### TASK ITEM
Every entry is to be returned as it stands, apart from the pictures.

### Dataset items

****

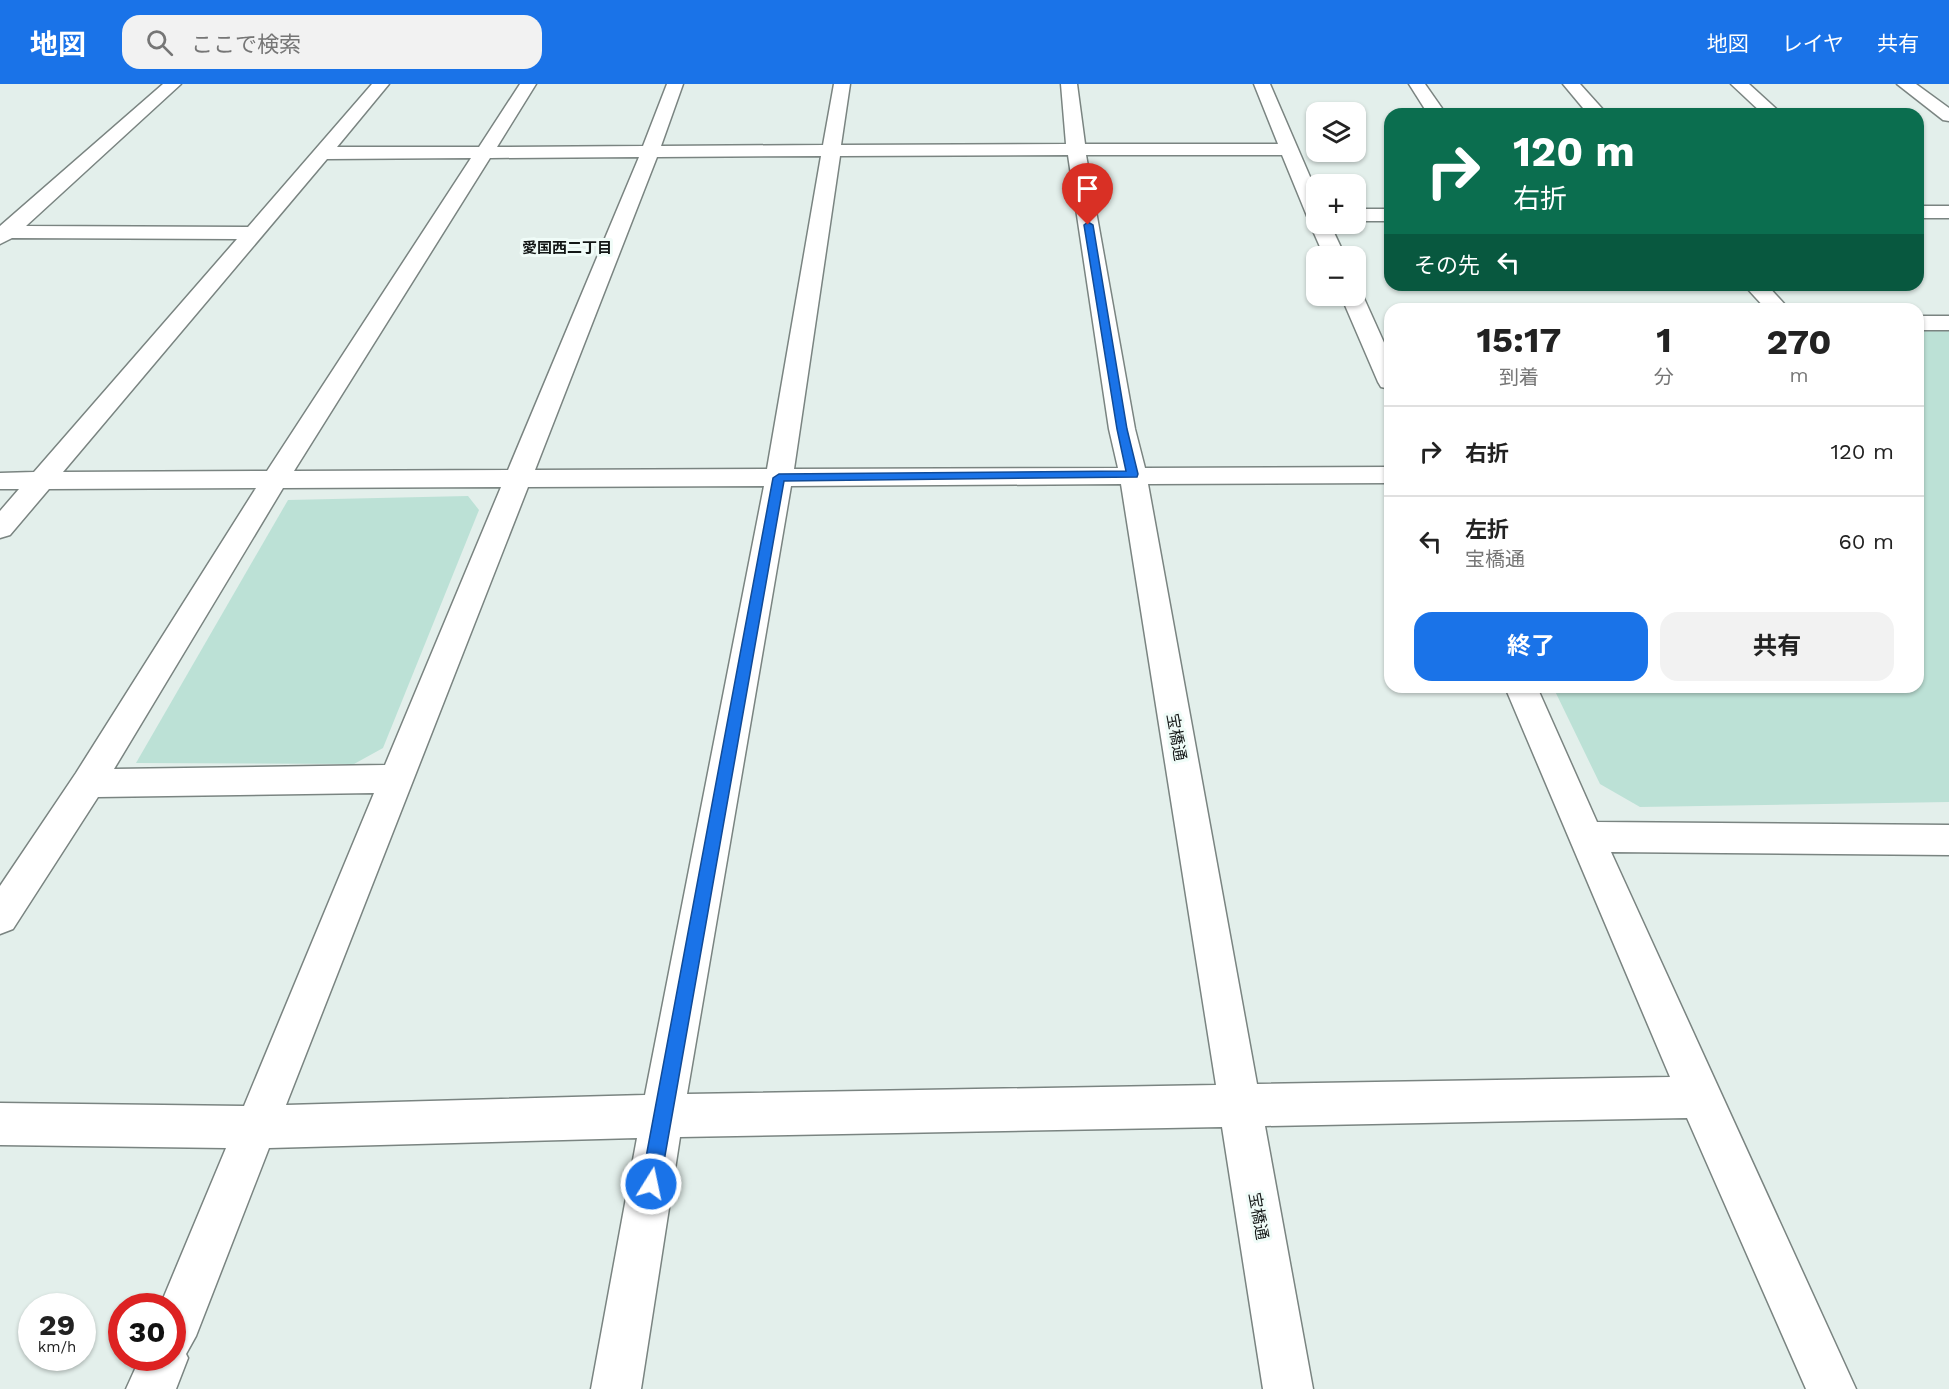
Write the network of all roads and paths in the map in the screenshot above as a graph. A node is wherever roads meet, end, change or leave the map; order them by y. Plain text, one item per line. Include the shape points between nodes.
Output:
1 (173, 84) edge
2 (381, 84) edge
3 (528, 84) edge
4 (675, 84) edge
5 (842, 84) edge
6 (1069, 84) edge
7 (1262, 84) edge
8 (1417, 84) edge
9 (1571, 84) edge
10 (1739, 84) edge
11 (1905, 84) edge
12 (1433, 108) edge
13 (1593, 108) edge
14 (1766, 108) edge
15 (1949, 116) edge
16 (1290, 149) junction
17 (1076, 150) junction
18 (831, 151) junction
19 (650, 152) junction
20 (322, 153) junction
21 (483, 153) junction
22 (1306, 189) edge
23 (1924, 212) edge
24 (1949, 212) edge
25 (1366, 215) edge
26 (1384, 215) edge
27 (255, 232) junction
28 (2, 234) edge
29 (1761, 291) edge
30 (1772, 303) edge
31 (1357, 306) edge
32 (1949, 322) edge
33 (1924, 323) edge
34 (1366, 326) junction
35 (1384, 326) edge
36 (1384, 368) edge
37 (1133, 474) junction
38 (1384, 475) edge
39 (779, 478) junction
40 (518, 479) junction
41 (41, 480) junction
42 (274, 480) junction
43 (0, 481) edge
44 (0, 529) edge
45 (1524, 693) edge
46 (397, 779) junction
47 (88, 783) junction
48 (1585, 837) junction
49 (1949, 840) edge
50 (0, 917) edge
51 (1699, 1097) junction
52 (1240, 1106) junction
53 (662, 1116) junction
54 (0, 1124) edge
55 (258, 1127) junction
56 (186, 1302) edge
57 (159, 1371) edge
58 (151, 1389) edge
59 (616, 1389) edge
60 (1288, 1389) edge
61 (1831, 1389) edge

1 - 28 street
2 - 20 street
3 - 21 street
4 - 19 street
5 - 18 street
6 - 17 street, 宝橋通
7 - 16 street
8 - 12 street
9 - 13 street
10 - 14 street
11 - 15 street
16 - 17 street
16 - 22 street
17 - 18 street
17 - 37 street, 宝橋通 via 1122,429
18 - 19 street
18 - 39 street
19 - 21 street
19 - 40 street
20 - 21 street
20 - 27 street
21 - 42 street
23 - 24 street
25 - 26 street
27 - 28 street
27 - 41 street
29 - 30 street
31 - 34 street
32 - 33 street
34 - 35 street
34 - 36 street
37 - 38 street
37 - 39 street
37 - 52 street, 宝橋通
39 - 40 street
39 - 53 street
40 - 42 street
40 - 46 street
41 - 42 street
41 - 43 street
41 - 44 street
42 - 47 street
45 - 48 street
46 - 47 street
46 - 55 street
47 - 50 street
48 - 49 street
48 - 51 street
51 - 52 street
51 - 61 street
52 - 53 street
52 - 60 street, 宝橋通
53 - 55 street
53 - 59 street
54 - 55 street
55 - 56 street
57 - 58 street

****

### EXERCISE RESPONSE
Write the network of all roads and paths in the map in the screenshot above as a graph. A node is wherever roads meet, end, change or leave the map; order them by y. Plain text, one item per line. Include the shape points between nodes.
Output:
1 (173, 84) edge
2 (381, 84) edge
3 (528, 84) edge
4 (675, 84) edge
5 (842, 84) edge
6 (1069, 84) edge
7 (1262, 84) edge
8 (1417, 84) edge
9 (1571, 84) edge
10 (1739, 84) edge
11 (1905, 84) edge
12 (1433, 108) edge
13 (1593, 108) edge
14 (1766, 108) edge
15 (1949, 116) edge
16 (1290, 149) junction
17 (1076, 150) junction
18 (831, 151) junction
19 (650, 152) junction
20 (322, 153) junction
21 (483, 153) junction
22 (1306, 189) edge
23 (1924, 212) edge
24 (1949, 212) edge
25 (1366, 215) edge
26 (1384, 215) edge
27 (255, 232) junction
28 (2, 234) edge
29 (1761, 291) edge
30 (1772, 303) edge
31 (1357, 306) edge
32 (1949, 322) edge
33 (1924, 323) edge
34 (1366, 326) junction
35 (1384, 326) edge
36 (1384, 368) edge
37 (1133, 474) junction
38 (1384, 475) edge
39 (779, 478) junction
40 (518, 479) junction
41 (41, 480) junction
42 (274, 480) junction
43 (0, 481) edge
44 (0, 529) edge
45 (1524, 693) edge
46 (397, 779) junction
47 (88, 783) junction
48 (1585, 837) junction
49 (1949, 840) edge
50 (0, 917) edge
51 (1699, 1097) junction
52 (1240, 1106) junction
53 (662, 1116) junction
54 (0, 1124) edge
55 (258, 1127) junction
56 (186, 1302) edge
57 (159, 1371) edge
58 (151, 1389) edge
59 (616, 1389) edge
60 (1288, 1389) edge
61 (1831, 1389) edge

1 - 28 street
2 - 20 street
3 - 21 street
4 - 19 street
5 - 18 street
6 - 17 street, 宝橋通
7 - 16 street
8 - 12 street
9 - 13 street
10 - 14 street
11 - 15 street
16 - 17 street
16 - 22 street
17 - 18 street
17 - 37 street, 宝橋通 via 1122,429
18 - 19 street
18 - 39 street
19 - 21 street
19 - 40 street
20 - 21 street
20 - 27 street
21 - 42 street
23 - 24 street
25 - 26 street
27 - 28 street
27 - 41 street
29 - 30 street
31 - 34 street
32 - 33 street
34 - 35 street
34 - 36 street
37 - 38 street
37 - 39 street
37 - 52 street, 宝橋通
39 - 40 street
39 - 53 street
40 - 42 street
40 - 46 street
41 - 42 street
41 - 43 street
41 - 44 street
42 - 47 street
45 - 48 street
46 - 47 street
46 - 55 street
47 - 50 street
48 - 49 street
48 - 51 street
51 - 52 street
51 - 61 street
52 - 53 street
52 - 60 street, 宝橋通
53 - 55 street
53 - 59 street
54 - 55 street
55 - 56 street
57 - 58 street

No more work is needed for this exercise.